Ha citato Ghiggia in precedenza. Che rapporto vi legava? Alcide decise di chiamare il figlio Arcadio in suo onore...
“Vero e glielo sconsigliai pure... (ride, ndr) Arcadio non mi ha mai fatto impazzire come nome, pure oggi non è molto comune, ma a lui piaceva e decise così. Ero un suo grande amico. Tuttavia, avevo instaurato ottimi rapporti con tutti, ho sempre avuto un carattere espansivo”.
Lo stipendio dell’epoca?
“Circa 105.000 lire al mese. Ed era un ottimo ingaggio perché io militavo in una squadra come la Roma che faceva capo a una città con almeno cinquecentomila abitanti. All’epoca lo stipendio variava anche da questo fattore: più persone venivano a vederci allo stadio, più prendevamo ogni mese. Non c’erano ovviamente gli introiti delle televisioni o altre entrate. Tutto dipendeva dal botteghino”.
Tra i quattro eletti della Hall of Fame c’è Giorgio Carpi, che ai suoi tempi era un dirigente romanista. Un ricordo?
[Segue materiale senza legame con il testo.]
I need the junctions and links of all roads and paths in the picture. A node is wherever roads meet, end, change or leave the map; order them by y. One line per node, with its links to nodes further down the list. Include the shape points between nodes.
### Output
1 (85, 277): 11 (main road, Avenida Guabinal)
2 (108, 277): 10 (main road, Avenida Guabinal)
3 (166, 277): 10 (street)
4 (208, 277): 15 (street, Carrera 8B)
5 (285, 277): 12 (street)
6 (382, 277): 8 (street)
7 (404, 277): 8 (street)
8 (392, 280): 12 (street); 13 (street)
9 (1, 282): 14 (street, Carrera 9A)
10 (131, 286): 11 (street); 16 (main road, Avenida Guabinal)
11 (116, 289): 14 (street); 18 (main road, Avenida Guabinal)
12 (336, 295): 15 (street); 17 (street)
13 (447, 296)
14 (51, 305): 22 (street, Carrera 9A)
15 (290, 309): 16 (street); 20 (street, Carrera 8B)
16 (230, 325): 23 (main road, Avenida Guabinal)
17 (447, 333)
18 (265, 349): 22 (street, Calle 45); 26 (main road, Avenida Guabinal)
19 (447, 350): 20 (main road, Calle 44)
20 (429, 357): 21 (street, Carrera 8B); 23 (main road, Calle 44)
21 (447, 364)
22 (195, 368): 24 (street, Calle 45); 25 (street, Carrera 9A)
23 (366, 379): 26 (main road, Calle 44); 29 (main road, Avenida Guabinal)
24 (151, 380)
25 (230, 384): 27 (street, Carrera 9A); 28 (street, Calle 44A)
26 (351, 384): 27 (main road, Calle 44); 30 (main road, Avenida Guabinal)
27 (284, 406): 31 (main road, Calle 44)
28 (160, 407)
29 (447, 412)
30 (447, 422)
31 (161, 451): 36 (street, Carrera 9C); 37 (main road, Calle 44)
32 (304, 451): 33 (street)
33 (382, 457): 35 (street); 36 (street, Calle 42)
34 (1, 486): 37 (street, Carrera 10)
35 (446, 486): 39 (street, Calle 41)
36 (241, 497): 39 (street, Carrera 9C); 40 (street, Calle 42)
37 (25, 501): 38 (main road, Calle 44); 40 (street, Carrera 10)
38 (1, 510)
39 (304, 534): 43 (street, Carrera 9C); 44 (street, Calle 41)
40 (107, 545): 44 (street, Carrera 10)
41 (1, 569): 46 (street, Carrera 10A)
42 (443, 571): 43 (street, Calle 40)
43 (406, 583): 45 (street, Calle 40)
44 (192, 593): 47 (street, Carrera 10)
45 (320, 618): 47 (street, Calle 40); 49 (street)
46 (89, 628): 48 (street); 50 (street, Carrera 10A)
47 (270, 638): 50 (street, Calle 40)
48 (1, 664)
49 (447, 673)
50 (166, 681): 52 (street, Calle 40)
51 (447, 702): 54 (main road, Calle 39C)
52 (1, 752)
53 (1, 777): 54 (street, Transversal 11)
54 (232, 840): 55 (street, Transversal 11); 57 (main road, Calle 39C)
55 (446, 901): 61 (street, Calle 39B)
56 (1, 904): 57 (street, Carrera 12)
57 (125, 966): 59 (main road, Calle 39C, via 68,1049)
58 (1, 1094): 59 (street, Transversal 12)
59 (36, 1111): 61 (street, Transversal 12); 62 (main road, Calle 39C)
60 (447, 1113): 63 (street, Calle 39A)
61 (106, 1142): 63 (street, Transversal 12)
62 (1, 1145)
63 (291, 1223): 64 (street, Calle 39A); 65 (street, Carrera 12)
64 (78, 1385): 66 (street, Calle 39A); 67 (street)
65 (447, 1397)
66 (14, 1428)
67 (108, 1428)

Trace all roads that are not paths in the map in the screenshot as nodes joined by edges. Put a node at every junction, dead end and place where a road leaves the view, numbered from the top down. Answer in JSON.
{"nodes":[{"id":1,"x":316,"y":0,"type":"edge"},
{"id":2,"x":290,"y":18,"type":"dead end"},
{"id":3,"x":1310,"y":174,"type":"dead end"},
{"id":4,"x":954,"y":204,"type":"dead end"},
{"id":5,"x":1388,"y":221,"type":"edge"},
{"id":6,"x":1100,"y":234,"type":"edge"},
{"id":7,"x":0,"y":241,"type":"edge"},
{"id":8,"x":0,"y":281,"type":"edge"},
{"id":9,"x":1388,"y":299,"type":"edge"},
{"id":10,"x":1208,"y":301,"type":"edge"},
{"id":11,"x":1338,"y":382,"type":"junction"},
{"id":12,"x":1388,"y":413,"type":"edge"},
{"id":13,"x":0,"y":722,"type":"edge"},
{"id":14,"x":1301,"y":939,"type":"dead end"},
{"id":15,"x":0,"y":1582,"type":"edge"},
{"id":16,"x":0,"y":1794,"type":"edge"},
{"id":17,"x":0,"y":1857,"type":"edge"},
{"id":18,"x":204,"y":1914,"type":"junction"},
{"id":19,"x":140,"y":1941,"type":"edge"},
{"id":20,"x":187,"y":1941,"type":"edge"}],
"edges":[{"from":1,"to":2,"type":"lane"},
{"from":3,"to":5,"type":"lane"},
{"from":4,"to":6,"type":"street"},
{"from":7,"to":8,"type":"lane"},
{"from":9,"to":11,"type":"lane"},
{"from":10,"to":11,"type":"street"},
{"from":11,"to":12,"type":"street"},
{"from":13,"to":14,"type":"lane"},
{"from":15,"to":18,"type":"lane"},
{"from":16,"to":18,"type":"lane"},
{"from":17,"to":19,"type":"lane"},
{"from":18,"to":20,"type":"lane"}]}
“Era una persona perbene e assolutamente capace. A lui mi lega una storia particolare: comprai casa in cooperativa su un terreno che Giorgio visionò per primo. Costruimmo la nostra abitazione in quel lotto io, Carpi, Galli e Tessari. Alcuni di loro ancora vivono in quella zona. Sono passati tanti anni da allora, ma ricordo tutto benissimo come fosse ieri. A Roma ho vissuto gli anni migliori della mia vita”.